By Lars Trodson
I remember the moment when my wife came in the TV room and told me that Princess Diana had died. For whatever reason — in a gesture I cannot remember doing either before or since — I slapped both my hands over my eyes and shook my head. "What?" I said. "That doesn't make any sense." And the reason I said that was because just a few days before I had seen a little article in a tabloid about Frank Sinatra, and I marveled at the idea that Sinatra was still alive, and now he had outlived Diana.
I was not a person who really paid any attention to the Royals. I was unaware that she had actually gotten divorced from Prince Charles, for instance. I saw her in magazines and on TV, and was captivated by her beauty, which seemed to improve exponentially every year. But I wasn't immersed in the details. I didn't really watch the boys grow up.
I think part of my detachment was borne out of the idea that I didn't really want to participate in her dehumanization. I had seen a picture of Diana and her kids playing at the beach in a magazine. The three of them were in the water, and off to the right you saw a small army of photographers. Not even a small army. A huge army. It was a creepy, assaultive sight, and I wondered who in the hell would be so interested in all these pictures of Diana given that all those guys were also more or less getting the same shot.
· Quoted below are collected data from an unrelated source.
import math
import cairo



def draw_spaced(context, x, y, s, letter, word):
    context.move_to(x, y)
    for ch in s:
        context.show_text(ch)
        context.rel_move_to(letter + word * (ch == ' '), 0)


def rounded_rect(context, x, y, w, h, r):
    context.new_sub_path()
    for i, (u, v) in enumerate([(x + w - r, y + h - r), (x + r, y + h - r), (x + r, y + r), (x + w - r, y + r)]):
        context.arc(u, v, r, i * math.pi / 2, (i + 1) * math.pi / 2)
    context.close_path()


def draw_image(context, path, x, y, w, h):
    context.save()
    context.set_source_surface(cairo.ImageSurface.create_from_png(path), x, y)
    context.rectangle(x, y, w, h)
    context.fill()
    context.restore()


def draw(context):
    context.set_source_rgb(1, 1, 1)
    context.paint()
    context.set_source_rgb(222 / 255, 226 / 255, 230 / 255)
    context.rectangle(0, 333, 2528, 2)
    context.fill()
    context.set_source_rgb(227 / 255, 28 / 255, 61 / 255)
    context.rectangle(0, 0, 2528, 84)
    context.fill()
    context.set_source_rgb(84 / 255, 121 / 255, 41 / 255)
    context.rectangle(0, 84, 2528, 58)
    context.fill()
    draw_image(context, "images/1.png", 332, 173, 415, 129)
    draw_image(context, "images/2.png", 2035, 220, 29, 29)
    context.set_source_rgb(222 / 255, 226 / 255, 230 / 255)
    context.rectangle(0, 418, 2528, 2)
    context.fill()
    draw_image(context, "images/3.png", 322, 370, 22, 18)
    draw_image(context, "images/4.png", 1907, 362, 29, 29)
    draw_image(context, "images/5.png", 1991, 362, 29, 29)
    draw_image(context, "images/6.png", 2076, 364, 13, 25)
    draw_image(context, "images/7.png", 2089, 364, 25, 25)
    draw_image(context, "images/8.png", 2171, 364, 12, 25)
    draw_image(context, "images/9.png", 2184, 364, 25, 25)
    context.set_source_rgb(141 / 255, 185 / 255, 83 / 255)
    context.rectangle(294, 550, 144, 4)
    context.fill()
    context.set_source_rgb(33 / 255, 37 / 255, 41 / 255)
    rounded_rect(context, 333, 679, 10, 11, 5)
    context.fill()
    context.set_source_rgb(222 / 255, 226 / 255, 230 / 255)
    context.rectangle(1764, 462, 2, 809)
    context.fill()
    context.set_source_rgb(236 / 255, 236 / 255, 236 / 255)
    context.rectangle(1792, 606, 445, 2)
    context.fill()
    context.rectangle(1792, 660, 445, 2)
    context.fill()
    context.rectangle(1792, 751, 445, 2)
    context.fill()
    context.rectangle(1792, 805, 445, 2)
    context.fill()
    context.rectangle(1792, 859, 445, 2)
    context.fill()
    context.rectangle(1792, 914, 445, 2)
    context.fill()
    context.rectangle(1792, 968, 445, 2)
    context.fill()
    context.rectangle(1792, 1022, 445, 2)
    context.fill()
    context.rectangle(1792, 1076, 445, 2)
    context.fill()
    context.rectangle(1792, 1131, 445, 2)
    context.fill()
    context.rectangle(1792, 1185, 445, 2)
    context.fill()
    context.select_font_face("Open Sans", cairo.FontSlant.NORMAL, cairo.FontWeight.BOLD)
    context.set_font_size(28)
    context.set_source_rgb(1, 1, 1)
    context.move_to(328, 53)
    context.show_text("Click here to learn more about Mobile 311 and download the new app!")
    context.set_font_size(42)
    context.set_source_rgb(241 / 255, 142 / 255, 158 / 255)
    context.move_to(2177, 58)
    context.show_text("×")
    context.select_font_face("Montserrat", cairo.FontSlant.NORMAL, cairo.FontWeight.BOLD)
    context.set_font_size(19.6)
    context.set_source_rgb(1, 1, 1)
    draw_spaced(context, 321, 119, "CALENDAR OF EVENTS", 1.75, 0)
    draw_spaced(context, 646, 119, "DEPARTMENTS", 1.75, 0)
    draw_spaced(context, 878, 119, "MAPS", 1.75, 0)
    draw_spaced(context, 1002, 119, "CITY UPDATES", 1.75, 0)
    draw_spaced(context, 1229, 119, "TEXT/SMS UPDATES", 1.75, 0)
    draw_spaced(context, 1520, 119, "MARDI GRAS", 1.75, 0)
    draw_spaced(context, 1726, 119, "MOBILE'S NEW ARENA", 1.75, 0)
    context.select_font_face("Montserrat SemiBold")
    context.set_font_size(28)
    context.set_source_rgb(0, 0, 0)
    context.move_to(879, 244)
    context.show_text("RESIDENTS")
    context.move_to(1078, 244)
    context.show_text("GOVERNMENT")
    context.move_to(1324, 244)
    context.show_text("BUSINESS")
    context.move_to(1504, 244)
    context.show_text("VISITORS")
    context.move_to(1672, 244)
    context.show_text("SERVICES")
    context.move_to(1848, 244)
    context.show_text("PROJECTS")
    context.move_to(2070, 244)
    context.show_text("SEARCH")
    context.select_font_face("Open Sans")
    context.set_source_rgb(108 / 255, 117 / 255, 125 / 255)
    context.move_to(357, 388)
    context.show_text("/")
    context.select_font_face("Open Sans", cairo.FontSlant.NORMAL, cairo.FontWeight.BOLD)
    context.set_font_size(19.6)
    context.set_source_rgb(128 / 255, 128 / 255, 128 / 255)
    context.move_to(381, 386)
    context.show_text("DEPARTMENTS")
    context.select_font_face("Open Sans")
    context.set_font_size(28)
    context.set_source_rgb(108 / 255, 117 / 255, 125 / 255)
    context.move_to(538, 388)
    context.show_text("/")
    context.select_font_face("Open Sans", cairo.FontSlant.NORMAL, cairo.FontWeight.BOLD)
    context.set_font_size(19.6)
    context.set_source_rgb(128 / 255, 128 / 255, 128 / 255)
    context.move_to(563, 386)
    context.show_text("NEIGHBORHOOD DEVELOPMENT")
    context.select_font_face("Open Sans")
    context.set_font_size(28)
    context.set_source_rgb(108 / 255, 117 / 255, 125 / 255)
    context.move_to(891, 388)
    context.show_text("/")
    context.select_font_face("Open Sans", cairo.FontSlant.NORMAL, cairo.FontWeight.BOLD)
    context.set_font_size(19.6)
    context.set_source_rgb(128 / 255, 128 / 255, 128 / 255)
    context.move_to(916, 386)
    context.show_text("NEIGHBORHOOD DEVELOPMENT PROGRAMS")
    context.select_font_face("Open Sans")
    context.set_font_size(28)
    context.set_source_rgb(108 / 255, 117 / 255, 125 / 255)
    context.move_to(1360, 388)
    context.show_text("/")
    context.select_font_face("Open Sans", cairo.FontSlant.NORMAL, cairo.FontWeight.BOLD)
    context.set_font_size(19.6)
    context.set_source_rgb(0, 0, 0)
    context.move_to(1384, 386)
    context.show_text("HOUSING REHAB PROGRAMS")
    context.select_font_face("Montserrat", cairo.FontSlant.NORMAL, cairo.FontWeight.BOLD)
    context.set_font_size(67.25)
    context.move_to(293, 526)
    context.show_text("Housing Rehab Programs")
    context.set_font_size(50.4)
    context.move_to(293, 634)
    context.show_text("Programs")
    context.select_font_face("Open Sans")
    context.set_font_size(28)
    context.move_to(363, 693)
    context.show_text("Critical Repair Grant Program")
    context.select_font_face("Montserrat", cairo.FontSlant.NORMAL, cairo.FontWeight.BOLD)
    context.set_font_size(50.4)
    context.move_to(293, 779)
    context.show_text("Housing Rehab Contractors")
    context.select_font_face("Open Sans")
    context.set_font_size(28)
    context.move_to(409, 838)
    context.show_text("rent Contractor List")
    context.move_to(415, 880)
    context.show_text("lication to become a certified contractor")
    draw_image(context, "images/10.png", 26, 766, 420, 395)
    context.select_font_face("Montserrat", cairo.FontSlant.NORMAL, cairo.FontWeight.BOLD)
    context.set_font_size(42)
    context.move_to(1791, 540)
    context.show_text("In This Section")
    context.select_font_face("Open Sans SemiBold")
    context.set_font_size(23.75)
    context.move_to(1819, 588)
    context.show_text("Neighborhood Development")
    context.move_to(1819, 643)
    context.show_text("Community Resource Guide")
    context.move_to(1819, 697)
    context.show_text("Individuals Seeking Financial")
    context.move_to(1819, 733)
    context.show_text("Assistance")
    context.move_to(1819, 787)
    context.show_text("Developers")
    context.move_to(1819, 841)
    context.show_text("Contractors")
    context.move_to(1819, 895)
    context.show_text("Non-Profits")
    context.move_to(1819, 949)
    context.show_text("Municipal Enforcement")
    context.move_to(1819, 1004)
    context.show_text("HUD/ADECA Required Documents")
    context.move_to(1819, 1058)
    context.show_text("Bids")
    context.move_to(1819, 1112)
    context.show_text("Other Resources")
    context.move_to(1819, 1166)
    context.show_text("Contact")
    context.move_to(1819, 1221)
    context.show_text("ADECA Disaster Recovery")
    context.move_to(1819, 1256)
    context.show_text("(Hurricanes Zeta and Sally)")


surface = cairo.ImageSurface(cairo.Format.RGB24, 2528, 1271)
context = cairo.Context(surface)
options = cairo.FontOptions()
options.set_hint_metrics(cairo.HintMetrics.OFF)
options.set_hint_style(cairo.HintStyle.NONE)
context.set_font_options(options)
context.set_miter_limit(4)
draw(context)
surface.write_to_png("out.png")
It was a revealing photograph. In most instances, of course, we only see the picture of the celebrity. I forget that there is actually a human being on the other side taking the picture, deliberately stalking their prey. Some celebrities are hounded by many photographers. I can't imagine what it must be like to be Angelina Jolie and Brad Pitt when they are together and how the paparazzi must swarm.
It must be suffocating.
But I guess in my own way that is why I try not to star gaze too much. I know these celebrities — even those that I have no interest in — are trailed by amateur video bloggers and photogs and all the others who hang onto the fringe of stardom. If I'm the guy buying any one of the glossy celebrity magazines, or watching TMZ, I know I'm opting into the culture that came of age when Diana was on that beach.
Now, of course, death doesn't even provide some of these people any rest. I have this photograph of Marilyn Monroe in my house that was taken in 1953 and she looks both beautiful and frightened, and maybe that was how she was. But in the 45 years since she has died, she's still being picked over and analyzed and picked apart, and sometimes you just want to say, Christ almighty, can't we leave her alone?
And I think that same way about Diana. When I see a new book, or
TV special, or article, I wonder if she at last couldn't get any rest. If it wasn't time to simply leave her alone.
That, of course, is never going to happen, just as it didn't happen when she was alive. Because now, when I see a picture of her, just as I did recently when I saw a lovely photograph of her sitting way out on the end of diving board of a yacht, I know she's not alone; her solitude was an illusion. We were on the beach, too, on the shore, looking out, looking on, looking in.